-------- TASK MATERIAL

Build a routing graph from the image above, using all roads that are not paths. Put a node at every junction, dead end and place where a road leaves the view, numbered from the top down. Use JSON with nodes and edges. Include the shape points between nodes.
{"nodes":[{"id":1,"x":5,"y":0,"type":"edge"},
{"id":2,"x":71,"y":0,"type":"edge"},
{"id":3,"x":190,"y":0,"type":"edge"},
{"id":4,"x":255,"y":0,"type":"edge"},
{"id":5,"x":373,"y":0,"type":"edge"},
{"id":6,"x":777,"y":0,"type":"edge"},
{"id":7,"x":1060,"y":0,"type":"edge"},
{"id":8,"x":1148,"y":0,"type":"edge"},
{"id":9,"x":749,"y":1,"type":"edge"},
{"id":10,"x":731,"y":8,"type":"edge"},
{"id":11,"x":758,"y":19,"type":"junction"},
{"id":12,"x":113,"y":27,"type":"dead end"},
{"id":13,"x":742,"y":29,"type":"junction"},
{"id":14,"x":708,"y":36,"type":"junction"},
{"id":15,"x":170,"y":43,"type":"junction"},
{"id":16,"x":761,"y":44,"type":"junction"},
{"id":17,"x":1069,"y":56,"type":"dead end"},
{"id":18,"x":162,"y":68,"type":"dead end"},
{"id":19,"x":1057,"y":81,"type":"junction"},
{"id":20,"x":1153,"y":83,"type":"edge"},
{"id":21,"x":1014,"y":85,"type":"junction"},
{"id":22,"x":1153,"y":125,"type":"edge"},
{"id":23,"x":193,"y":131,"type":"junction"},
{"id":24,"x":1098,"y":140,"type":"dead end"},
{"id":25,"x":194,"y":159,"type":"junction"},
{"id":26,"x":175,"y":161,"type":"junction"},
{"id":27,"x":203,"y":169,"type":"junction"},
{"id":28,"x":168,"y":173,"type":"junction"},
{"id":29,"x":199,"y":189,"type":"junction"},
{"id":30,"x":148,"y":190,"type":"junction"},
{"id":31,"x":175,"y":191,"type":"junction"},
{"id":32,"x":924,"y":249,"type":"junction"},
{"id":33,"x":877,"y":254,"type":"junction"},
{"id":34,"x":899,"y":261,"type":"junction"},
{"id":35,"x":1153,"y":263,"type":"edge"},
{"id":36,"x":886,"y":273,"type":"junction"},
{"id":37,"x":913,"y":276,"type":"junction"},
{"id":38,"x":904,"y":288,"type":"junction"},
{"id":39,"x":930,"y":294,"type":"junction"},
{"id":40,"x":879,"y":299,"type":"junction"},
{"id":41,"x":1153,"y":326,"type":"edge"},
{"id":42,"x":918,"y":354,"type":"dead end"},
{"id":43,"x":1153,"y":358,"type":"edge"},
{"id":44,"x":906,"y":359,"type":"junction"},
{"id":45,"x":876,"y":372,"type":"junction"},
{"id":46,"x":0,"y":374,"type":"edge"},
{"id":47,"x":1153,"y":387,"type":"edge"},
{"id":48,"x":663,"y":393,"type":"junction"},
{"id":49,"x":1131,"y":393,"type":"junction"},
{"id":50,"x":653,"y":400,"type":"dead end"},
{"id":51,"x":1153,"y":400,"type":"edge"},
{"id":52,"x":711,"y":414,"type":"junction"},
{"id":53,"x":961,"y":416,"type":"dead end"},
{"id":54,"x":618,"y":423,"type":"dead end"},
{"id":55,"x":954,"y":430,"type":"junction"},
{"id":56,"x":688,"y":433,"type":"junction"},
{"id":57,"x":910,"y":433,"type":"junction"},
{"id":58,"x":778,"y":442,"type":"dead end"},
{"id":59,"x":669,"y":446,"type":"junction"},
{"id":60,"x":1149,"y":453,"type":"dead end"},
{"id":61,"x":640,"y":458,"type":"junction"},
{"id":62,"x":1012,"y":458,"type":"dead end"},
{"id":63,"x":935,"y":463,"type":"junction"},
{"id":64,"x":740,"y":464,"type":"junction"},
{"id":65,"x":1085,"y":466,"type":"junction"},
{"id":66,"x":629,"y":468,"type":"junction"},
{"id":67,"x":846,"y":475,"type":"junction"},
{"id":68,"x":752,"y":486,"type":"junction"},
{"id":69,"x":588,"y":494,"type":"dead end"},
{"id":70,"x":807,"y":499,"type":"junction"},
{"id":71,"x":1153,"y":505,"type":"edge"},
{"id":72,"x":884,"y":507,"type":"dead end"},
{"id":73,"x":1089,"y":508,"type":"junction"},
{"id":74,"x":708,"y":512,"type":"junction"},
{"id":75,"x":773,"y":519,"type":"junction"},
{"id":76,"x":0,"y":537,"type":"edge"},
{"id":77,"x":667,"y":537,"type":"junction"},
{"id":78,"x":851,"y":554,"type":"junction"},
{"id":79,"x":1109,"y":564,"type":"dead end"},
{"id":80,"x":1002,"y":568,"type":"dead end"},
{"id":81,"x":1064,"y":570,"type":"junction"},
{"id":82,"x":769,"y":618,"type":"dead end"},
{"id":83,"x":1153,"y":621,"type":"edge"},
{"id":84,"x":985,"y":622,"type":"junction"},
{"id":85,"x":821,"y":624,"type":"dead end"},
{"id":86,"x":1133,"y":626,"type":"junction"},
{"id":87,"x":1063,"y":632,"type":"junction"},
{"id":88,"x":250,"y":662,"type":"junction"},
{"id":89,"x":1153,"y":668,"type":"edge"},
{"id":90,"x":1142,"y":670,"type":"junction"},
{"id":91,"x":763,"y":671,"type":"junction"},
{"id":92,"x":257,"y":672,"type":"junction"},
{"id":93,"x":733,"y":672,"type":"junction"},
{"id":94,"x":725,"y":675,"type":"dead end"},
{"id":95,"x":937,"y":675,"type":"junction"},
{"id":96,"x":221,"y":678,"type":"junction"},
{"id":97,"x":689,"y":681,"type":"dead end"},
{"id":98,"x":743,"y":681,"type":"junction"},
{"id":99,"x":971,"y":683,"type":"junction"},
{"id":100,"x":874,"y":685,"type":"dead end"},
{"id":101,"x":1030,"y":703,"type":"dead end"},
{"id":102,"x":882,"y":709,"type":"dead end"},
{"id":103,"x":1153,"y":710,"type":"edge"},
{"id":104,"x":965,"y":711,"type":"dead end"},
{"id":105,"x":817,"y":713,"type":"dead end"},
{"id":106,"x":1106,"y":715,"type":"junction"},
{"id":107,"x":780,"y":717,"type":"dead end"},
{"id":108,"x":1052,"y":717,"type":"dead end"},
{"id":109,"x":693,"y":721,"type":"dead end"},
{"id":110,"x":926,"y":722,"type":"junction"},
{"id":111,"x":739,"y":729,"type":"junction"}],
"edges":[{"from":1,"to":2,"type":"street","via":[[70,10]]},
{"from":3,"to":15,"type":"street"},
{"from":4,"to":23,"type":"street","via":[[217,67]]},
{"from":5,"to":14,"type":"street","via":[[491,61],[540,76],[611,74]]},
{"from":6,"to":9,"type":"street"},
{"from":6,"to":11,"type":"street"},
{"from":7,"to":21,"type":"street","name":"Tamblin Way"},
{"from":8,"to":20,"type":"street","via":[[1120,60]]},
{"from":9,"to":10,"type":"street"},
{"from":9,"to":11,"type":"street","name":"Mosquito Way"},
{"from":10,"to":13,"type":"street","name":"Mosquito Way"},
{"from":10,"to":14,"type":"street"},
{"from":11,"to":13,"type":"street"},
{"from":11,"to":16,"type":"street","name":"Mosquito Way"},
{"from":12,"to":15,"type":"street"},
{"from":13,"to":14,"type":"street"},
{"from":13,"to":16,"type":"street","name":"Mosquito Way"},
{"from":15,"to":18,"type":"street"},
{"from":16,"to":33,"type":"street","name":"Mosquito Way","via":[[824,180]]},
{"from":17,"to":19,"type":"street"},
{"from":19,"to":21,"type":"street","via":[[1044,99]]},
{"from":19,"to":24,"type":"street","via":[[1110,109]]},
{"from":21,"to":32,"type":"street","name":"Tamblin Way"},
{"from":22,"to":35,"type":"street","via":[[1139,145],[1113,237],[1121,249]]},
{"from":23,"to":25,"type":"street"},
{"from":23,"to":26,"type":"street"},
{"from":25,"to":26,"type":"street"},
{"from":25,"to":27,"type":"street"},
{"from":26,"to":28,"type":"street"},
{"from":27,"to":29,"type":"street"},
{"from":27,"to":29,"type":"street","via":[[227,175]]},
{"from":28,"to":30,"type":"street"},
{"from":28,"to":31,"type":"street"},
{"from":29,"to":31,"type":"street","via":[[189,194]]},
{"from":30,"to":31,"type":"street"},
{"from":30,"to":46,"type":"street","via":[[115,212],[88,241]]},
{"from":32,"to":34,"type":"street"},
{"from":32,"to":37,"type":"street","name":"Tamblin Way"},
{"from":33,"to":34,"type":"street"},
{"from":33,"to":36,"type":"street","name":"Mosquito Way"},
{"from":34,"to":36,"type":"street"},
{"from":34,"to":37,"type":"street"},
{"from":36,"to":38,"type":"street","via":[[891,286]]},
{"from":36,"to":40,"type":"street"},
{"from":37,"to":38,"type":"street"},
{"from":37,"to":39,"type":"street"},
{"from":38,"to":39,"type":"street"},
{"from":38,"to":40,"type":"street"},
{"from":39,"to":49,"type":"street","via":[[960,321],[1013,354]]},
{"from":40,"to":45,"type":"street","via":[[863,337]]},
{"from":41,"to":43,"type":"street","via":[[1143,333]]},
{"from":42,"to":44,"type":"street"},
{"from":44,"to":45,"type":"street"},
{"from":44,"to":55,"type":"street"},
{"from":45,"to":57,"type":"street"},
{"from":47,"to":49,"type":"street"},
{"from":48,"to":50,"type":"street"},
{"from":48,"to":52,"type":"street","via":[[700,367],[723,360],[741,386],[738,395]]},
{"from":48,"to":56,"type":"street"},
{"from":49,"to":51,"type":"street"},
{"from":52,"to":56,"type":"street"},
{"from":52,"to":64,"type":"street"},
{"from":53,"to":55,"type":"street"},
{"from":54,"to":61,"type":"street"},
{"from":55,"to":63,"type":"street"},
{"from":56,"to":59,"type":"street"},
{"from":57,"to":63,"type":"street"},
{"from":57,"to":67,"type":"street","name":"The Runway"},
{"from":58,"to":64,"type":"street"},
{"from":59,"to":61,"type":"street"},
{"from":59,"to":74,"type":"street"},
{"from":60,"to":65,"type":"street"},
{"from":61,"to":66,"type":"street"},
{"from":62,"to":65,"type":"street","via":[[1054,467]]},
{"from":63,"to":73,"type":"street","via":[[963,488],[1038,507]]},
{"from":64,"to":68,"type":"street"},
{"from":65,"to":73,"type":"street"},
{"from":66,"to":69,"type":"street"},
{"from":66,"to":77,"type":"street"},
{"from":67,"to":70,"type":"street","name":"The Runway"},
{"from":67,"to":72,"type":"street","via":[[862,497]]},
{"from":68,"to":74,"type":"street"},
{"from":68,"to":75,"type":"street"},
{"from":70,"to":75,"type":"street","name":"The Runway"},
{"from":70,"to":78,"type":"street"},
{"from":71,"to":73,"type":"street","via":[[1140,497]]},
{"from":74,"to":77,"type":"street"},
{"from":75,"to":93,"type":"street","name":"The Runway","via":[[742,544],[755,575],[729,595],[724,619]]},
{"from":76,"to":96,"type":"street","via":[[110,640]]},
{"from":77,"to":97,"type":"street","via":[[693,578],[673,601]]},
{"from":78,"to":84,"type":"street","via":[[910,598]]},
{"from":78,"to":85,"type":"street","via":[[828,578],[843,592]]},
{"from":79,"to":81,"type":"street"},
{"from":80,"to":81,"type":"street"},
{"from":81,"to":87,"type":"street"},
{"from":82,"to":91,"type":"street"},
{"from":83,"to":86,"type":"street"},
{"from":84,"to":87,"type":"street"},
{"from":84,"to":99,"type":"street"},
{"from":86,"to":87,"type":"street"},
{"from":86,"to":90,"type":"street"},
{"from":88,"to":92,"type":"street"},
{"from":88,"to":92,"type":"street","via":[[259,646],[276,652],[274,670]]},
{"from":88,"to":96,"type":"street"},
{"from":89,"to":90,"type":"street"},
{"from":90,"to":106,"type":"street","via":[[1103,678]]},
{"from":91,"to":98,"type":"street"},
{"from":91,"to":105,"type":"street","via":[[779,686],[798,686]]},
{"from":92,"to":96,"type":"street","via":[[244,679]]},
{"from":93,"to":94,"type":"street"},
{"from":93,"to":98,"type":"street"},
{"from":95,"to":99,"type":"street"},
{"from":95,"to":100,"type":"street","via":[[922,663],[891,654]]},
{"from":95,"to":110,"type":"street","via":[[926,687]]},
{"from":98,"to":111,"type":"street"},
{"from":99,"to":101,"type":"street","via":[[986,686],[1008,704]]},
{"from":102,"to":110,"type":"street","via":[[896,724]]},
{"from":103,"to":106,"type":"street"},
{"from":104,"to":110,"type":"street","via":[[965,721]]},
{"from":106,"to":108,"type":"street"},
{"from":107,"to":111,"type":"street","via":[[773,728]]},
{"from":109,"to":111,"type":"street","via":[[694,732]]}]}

----------------

● **WORK REQUEST**:
Determine, please, how many lines hold "Tamblin" in the records, and give that number by itself.

● **REPLY**:
3